Aims: This study aims to assess the diagnostic performance of a novel computed tomography-derived fractional flow reserve (CT-FFR) algorithm and to compare its accuracy at three predefined sites: (i) at the location of invasive FFR measurements (CT-FFRatloc), (ii) at selected sites determined by an automated module integrated within the algorithm (CT-FFRauto), and (iii) distally in the vessel (CT-FFRdistal).

Methods and results: We prospectively recruited 108 consecutive patients with stable symptoms of coronary artery disease and at least one suspected obstructive lesion on coronary computed tomography angiography (CCTA). CT-FFR was validated against invasive FFR as gold standard using FFR ≤ 0.80 to define myocardial ischaemia. CT-FFRatloc showed good correlation with invasive FFR (r = 0.67) and improved the ability to detect myocardial ischaemia compared with CCTA at both lesion [area under the curve (AUC) 0.83 vs. 0.65, P < 0.001] and patient level (AUC 0.87 vs. 0.74, P = 0.007). CT-FFRauto demonstrated similar diagnostic accuracy to CT-FFRatloc and significantly improved specificity compared with CT-FFRdistal (86% vs. 49%, P < 0.001). High end CT quality improved the diagnostic performance of CT-FFRauto, demonstrating an AUC of 0.92; similarly, the performance was improved in patients with low-to-intermediate coronary artery calcium score with an AUC of 0.88.

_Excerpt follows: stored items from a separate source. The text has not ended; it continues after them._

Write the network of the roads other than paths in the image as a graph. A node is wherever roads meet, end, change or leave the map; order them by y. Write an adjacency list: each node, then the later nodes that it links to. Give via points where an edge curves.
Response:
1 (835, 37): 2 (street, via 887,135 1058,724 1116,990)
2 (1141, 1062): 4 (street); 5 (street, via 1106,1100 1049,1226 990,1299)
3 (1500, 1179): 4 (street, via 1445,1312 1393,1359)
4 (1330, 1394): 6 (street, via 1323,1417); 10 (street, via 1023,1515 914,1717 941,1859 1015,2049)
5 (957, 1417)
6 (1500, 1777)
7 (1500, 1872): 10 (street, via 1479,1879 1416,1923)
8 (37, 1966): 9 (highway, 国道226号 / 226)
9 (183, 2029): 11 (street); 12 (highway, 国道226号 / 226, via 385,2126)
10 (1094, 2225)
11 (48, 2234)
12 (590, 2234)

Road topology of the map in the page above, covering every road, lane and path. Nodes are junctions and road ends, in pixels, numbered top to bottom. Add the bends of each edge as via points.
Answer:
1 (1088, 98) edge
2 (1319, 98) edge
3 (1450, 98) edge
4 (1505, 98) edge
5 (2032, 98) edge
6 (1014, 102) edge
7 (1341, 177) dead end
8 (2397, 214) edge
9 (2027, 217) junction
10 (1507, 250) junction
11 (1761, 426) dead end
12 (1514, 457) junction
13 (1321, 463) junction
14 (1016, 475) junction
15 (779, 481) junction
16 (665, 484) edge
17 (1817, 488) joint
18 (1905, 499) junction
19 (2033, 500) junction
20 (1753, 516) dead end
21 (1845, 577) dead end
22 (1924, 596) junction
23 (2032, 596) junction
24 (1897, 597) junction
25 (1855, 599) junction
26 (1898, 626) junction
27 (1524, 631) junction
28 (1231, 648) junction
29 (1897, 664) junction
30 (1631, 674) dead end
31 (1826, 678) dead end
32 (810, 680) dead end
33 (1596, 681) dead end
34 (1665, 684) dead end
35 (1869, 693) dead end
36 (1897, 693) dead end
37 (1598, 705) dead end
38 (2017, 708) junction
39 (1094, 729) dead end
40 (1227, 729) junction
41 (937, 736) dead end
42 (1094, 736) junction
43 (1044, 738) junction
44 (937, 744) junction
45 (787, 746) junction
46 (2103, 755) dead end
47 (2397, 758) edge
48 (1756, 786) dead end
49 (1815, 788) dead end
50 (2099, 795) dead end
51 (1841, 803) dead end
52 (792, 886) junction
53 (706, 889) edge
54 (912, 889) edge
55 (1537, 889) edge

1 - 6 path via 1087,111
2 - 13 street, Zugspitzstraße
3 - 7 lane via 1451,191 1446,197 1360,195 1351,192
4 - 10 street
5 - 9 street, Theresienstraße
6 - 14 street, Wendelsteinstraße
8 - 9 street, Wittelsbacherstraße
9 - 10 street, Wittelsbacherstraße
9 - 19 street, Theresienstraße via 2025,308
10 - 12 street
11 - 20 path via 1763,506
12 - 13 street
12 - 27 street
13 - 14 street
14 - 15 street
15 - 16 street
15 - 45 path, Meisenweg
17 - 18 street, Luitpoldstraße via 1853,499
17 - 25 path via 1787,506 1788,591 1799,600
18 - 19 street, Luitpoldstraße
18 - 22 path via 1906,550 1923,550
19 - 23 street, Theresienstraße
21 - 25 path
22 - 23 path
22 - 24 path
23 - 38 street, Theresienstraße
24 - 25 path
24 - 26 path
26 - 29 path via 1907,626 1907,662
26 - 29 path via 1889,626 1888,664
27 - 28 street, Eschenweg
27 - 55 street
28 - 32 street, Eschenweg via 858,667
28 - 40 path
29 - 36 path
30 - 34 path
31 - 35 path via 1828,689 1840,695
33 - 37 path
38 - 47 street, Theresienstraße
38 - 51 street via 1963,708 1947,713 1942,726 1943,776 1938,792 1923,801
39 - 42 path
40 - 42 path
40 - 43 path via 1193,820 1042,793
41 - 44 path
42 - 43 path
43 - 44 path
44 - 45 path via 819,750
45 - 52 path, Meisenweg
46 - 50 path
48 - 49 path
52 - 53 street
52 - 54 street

Conclusion: Implementing an automated module to determine the site of CT-FFR evaluations was feasible, and CT-FFRauto demonstrated comparable diagnostic accuracy to CT-FFRatloc when assessed against invasive FFR. Both CT-FFRatloc and CT-FFRauto improved the diagnostic performance compared with CCTA and improved specificity compared with CT-FFRdistal. High end CT quality and low-to-intermediate calcium burden improved the diagnostic performance of our algorithm.

Clinicaltrialsgov identifier: NCT03045601.